Marvel's official reasoning is that Earth/Universe/Paradise X were all an Alternate Reality, and not Canon-616, as proven in the recent OFFICIAL HANDBOOK OF THE MARVEL UNIVERSE: ALTERNATE UNIVERSES 2005 which stated all that stuff as an alternate universe. So while it's a theory, its not Marvel fact for 616.
Besides, isn't any "god" an extra-terrestrial? As in, a being that lives above humanity in the stars?
Yeah, but there's a difference between living outside of humanity and being a sci-fi alien from another world. I'd prefer for the gods of Earth to at least have their origins with Earth. Just a personal quirk, I suppose.
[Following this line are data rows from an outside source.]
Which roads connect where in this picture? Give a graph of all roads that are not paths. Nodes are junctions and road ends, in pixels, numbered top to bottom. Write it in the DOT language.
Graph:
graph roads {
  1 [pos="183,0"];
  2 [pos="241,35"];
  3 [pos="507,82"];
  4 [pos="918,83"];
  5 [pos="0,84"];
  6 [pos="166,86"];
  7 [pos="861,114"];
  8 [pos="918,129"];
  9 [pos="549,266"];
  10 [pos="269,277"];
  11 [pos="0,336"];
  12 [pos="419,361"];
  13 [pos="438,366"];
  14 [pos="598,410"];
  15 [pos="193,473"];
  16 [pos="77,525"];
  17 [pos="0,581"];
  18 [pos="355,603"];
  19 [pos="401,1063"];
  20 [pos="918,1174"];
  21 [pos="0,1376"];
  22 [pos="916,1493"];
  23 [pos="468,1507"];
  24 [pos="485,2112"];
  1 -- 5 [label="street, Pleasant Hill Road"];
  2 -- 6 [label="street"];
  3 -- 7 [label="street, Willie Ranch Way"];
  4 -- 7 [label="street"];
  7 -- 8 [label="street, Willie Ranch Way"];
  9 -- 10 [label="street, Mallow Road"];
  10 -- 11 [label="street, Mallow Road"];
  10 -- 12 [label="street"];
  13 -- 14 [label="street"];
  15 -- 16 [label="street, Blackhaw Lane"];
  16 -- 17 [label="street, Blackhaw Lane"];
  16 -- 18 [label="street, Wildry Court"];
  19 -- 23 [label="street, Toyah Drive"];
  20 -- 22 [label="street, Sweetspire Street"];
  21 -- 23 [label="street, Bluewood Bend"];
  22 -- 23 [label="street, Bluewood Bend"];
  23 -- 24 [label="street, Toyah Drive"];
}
I know the X series is an alternate universe, and I'm incredibly thankful for it, since I thought most of it sucked. I was just pointing out that the X series put forth that idea, which might be where Nick was getting the idea from. Maybe he just mixed it up with the Eternals since we're talking about both Thor and the Eternals in here.
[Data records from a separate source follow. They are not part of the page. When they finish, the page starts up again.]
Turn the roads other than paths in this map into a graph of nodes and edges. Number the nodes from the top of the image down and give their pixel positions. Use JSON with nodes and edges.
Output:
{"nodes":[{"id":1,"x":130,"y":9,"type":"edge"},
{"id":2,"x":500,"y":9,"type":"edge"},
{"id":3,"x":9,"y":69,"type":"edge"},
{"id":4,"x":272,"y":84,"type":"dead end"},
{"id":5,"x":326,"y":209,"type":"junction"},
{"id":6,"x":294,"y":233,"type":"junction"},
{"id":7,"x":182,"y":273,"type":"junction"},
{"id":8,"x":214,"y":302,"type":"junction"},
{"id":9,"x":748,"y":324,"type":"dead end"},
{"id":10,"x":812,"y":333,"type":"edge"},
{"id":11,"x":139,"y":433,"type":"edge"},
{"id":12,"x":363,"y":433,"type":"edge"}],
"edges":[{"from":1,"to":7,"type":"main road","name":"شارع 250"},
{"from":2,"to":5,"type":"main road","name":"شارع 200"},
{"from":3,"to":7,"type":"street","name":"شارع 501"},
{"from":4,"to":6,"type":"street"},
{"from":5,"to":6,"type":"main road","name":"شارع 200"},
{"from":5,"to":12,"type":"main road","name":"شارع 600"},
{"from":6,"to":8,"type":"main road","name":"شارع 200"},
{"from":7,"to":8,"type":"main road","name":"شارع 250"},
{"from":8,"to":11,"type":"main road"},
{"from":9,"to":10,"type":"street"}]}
No, I think. Hold on, let me check, I read it in my Marvel Bible, I think:
EDIT: Okay, I guess not. I swear I read it a long time ago though.
The only thing like that I know of is the notion that the gods were actually aliens who took on the characteristics of the Norse deities of Earth. I vaguely remember reading something about it outside of the X series, too, so it might've possibly been a part of continuity at some point, too. I don't think it is anymore, though.
It's complicated, but I found a really good short summary on Gaiman's website -
The story behind this is a long one...so I'll be over simplifying it. Neil wrote some comics for Todd McFarland and Image, creating the characters Medieval Spawn, Cagliostro and Angela. For Angela he wrote a three issue mini-series, collected as Angela's Hunt . He didn't receive royalties for any of the comics or the derivative works (such as the highly popular toys) and after awhile, Todd McFarland offered his share of the Miracleman rights. Neil already has partial rights, since Alan Moore, the original creator, gave Neil and the artist Mark Buckingham his portion of the rights...McFarland bought his from Eclipse when they went out of business. He sent Neil boxes of films that would allow him to reprint the comics, then changed his mind about allowing Neil to do anything with them. Neil attempted to resolve the issues in October 2002, where a judge decided in Neil's favor. To help defray the court costs and administer the Miracleman rights, Marvel's CEO Joe Quesada and he formed a company called Marvels and Miracles, and part of this agreement is for Neil to create two works for Marvel, of which 2003-2004's 1602 is the first. (For a more information, please visit Icv2: http://www.icv2.com/articles/news/1878.html)
Here's another source: http://www.sequart.com/marvel1602.htm
Well, it's just my opinion, but Neil Gaiman had said in an interview that he wanted 1602 Captain America to affect present day 616 Captain America but they didn't go for it.
I'm thinking that if his changes to Thor were too drastic, Marvel wouldn't go for it either.
Yeah, two projects were part of the same deal.
Is Silver Surfer involved with the Eternals at all? (Dont mind me im just getting back into comics)
Nope, but definitely pick this title up next year when it comes out...with Gaiman, you don't need to know anything about the Eternals to understand and it's practically guaranteed to be a great story.